STHS was the recipient of a grant for Gulf Bend Access Partners for the purpose of the design, network development and preparation of a federal Healthy Communities Access Program. The grant included deployment of smart cards for named rural health facilities in the south Texas region. STHS is using the smart card project as the primary means of capturing and transporting patient healthcare data between their participating healthcare provider members within the MiRHIO network. Each facility issues smart cards to their patients. The smart cards contain a complete health data summary with current information regarding medicines, allergies, treatment history, insurance data, demographics, family history, physicians orders, referrals and other pertinent information that was previously transported via paper and fax process.

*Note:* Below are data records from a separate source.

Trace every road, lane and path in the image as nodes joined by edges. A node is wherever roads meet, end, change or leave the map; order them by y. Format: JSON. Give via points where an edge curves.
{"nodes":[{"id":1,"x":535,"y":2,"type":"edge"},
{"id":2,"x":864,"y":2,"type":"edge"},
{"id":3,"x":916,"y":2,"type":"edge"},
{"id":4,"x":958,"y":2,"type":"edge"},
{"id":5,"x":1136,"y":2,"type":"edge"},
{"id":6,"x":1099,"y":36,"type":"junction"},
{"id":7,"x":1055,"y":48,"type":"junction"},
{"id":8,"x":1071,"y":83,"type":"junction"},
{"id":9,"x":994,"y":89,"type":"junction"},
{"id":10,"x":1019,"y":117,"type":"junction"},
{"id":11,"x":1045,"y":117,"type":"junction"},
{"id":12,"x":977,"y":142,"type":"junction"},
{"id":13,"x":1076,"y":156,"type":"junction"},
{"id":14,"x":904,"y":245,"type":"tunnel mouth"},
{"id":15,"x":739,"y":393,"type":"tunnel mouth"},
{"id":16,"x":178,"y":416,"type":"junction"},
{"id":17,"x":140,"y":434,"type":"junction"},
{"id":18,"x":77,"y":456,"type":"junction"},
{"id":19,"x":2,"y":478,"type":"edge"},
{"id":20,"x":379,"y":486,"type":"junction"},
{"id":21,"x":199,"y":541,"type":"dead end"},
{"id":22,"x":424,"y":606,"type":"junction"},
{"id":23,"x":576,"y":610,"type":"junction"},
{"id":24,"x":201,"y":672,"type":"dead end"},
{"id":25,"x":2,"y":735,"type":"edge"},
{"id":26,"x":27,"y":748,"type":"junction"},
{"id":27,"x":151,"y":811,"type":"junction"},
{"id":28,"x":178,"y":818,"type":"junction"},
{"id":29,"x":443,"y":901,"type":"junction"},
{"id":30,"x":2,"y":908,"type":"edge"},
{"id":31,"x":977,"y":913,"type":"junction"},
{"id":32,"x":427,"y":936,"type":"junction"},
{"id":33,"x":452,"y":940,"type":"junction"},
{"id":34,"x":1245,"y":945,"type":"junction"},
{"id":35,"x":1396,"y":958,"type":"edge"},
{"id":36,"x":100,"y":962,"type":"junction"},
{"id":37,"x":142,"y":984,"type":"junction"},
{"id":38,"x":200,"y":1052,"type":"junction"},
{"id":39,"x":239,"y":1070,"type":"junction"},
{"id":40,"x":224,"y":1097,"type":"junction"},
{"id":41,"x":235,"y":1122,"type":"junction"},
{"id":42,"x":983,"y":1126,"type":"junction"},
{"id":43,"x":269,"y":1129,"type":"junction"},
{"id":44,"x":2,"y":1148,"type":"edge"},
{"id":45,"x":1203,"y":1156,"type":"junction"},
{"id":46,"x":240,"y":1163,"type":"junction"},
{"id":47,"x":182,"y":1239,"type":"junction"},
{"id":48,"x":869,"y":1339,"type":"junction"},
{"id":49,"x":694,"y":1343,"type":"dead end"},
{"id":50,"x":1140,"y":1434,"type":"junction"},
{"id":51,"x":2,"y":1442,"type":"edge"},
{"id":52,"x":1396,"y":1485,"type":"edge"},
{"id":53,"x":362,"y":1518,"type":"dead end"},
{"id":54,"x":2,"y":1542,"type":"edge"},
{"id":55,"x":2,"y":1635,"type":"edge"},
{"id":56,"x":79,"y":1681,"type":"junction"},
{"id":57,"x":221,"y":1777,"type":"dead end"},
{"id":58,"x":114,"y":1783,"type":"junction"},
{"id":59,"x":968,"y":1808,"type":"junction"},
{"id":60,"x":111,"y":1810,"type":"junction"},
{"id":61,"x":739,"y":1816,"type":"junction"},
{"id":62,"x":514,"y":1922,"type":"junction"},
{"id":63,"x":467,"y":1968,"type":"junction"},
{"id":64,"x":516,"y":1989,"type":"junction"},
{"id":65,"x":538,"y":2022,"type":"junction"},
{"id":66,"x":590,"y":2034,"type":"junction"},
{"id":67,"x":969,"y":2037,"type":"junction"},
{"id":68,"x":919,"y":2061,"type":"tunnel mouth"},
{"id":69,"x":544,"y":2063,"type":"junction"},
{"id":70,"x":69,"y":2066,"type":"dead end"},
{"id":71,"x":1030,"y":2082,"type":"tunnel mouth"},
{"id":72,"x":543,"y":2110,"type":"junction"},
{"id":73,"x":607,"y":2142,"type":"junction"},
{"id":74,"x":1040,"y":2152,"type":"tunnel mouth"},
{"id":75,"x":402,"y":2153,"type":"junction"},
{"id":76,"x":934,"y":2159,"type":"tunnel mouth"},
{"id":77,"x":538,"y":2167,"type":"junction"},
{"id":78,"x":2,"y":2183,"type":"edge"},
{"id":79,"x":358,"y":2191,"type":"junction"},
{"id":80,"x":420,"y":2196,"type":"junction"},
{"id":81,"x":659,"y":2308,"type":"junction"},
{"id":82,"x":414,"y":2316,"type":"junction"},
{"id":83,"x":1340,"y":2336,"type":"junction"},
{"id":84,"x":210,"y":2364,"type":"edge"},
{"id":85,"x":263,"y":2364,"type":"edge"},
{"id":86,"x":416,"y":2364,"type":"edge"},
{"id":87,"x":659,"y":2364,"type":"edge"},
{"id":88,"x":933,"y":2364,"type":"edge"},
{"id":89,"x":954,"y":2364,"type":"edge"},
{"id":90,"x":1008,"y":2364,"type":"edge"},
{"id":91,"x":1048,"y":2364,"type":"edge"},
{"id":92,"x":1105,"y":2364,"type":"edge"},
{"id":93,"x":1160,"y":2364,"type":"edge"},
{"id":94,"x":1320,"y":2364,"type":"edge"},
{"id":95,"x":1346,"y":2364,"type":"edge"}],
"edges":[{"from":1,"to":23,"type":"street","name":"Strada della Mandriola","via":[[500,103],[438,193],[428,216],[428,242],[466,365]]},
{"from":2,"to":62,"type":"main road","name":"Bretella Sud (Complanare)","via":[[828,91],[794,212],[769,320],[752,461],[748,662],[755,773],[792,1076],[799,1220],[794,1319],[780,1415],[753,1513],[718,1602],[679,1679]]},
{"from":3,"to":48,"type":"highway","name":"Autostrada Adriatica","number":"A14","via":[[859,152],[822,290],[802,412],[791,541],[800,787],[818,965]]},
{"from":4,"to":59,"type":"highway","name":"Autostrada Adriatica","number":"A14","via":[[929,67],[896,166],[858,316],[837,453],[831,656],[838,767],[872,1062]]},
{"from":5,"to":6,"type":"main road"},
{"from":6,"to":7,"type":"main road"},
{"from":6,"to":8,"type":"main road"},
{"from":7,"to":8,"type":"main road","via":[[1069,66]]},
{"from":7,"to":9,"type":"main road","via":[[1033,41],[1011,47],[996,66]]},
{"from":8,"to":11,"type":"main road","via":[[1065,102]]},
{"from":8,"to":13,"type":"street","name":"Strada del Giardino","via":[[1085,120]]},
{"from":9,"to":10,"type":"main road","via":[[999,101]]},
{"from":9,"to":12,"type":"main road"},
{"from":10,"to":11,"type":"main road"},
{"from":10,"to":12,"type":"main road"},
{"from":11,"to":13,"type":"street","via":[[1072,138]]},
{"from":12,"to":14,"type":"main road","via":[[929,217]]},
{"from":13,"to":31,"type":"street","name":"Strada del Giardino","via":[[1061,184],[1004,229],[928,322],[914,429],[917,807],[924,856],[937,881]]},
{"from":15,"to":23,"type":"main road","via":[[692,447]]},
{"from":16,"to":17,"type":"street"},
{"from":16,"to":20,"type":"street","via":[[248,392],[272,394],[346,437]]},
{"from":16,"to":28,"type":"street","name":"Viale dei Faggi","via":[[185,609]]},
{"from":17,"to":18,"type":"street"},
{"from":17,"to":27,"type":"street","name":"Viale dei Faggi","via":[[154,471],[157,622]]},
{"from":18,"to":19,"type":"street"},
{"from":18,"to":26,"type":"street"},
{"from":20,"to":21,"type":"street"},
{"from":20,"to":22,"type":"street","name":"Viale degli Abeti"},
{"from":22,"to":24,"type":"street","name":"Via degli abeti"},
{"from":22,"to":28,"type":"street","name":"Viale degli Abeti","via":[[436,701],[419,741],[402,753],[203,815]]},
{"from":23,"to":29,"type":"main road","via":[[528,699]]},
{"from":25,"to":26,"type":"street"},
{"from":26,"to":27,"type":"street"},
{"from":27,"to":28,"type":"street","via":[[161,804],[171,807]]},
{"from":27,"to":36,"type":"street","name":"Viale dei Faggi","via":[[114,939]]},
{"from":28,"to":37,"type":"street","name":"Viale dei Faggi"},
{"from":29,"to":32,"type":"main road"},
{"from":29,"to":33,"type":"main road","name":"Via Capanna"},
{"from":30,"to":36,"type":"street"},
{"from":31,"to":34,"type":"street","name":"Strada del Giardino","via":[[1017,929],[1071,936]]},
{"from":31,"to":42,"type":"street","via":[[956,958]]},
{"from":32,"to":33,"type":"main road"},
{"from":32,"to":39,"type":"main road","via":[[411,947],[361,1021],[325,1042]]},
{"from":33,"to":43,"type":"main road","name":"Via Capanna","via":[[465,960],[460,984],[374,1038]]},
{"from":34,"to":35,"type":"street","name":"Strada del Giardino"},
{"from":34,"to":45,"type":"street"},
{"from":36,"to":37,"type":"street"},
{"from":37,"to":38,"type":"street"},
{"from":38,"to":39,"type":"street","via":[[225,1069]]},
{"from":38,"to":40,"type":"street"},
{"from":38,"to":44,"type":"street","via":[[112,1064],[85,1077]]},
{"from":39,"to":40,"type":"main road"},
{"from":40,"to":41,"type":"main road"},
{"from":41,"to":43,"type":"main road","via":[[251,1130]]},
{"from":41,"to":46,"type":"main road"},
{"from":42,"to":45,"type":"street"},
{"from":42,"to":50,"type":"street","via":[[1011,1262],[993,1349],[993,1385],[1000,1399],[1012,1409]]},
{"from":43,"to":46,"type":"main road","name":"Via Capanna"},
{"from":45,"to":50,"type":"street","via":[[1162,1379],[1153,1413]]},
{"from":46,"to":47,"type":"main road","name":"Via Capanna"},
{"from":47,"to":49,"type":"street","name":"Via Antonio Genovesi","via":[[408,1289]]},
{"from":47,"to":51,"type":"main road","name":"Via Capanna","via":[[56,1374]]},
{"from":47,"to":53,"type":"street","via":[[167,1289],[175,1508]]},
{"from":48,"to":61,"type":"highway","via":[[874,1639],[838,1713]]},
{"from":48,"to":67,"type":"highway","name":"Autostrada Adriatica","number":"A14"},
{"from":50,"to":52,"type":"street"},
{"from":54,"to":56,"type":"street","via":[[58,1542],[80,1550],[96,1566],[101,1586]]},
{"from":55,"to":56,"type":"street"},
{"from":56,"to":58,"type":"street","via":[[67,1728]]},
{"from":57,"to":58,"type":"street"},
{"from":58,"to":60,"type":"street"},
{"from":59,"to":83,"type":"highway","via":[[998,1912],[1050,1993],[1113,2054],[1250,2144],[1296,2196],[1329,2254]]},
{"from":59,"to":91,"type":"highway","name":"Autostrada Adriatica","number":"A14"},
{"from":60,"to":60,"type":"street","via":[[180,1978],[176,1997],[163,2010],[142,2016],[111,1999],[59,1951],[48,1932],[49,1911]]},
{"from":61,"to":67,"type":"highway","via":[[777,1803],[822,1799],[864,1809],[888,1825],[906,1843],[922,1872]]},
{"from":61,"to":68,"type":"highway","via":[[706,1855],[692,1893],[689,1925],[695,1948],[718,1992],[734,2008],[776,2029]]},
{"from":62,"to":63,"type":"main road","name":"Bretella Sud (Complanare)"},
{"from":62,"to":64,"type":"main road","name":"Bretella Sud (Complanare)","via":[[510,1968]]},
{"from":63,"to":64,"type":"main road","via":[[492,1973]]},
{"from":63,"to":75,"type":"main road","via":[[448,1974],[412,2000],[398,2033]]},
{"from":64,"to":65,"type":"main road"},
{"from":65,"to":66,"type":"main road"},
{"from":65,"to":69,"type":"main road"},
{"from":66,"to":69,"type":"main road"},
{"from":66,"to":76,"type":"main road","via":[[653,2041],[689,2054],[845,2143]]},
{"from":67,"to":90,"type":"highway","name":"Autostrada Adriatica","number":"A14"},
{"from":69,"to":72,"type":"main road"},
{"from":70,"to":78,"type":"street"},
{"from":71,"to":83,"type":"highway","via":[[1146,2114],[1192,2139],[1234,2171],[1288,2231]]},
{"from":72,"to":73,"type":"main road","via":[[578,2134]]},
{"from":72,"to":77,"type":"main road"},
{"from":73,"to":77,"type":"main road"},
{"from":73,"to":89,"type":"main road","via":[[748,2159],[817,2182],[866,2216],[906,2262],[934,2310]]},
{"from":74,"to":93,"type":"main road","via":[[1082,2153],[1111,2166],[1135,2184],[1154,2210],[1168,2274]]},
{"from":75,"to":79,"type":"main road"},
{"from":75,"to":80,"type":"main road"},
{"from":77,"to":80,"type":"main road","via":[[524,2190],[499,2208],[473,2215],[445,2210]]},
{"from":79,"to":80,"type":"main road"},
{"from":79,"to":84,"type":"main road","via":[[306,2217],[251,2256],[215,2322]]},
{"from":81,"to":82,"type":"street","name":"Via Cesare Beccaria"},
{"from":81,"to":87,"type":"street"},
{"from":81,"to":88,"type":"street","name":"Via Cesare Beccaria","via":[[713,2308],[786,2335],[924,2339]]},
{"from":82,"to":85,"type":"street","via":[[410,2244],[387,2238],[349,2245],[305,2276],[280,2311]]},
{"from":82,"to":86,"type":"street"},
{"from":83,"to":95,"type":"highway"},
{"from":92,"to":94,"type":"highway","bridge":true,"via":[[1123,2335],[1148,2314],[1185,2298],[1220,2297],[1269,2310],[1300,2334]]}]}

The project’s ultimate purpose is to improve health care access and outcomes for the uninsured and underinsured. Goals include using three mutually-supportive strategies to: (1) Improve access to primary and specialty medical care, and behavioral health services, for uninsured/underinsured Gulf Bend residents; (2) Improve health care outcomes for uninsured/underinsured Gulf Bend residents who suffer from chronic diseases via case management based on regionally-accepted protocols; and (3) Employ health information technology (HIT) to improve safety-net provider operating efficiencies and service quality, enabling these providers to expand access to care for uninsured/underinsured Gulf Bend residents. For each goal, objectives have been identified in order to measure the extent to which the goal is achieved by project activities.
STHS ultimately plans to use the miRHIO program to share common data among healthcare providers in order to have more accurate information and patient history, as well as to track outcomes and utilization from the data collected. This will enable STHS to provide a higher quality of care as the information pertains to chronic disease management, mental health and the uninsured. The miRHIO smart card program allows each card-carrying patient to be able to expedite their check-in process, starting at a self-serve kiosk and using the miRHIO card to pre-populate information they might typically have to recall from memory and complete on paper.
Shannon Calhoun will be presenting more information about the STHS program at the Alliance Annual Conference, Oct. 3-5, at the Hyatt Regency in La Jolla, California.